--- Data excerpts ---
—————
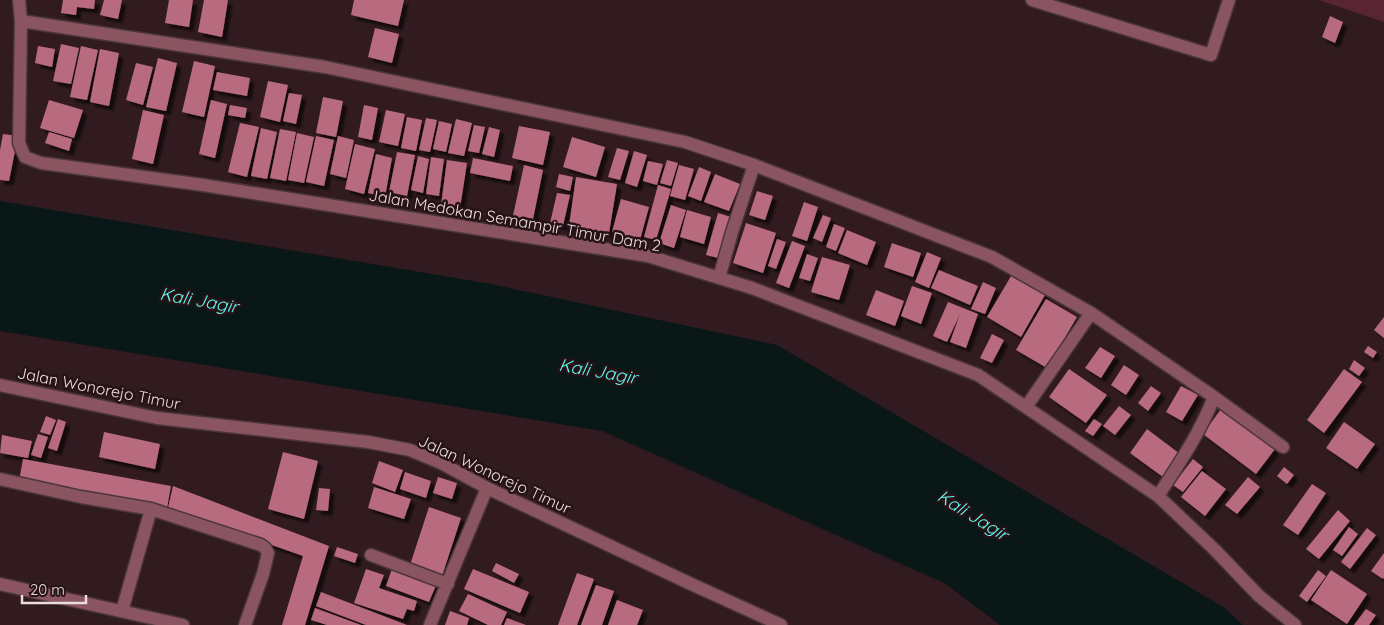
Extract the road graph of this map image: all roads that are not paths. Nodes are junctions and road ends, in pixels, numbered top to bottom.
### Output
—————
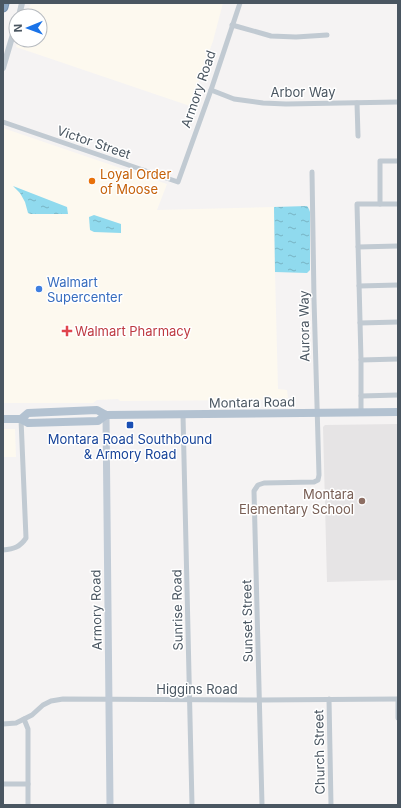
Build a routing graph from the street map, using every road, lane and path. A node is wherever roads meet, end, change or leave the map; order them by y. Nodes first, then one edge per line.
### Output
—————
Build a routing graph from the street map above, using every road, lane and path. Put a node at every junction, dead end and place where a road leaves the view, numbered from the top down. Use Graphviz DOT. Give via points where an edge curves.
—————
--- What is being asked ---
Which lines above contain the word "lane"? Show each of them.

--- Response area ---
Build a routing graph from the street map, using every road, lane and path. A node is wherever roads meet, end, change or leave the map; order them by y. Nodes first, then one edge per line.
Build a routing graph from the street map above, using every road, lane and path. Put a node at every junction, dead end and place where a road leaves the view, numbered from the top down. Use Graphviz DOT. Give via points where an edge curves.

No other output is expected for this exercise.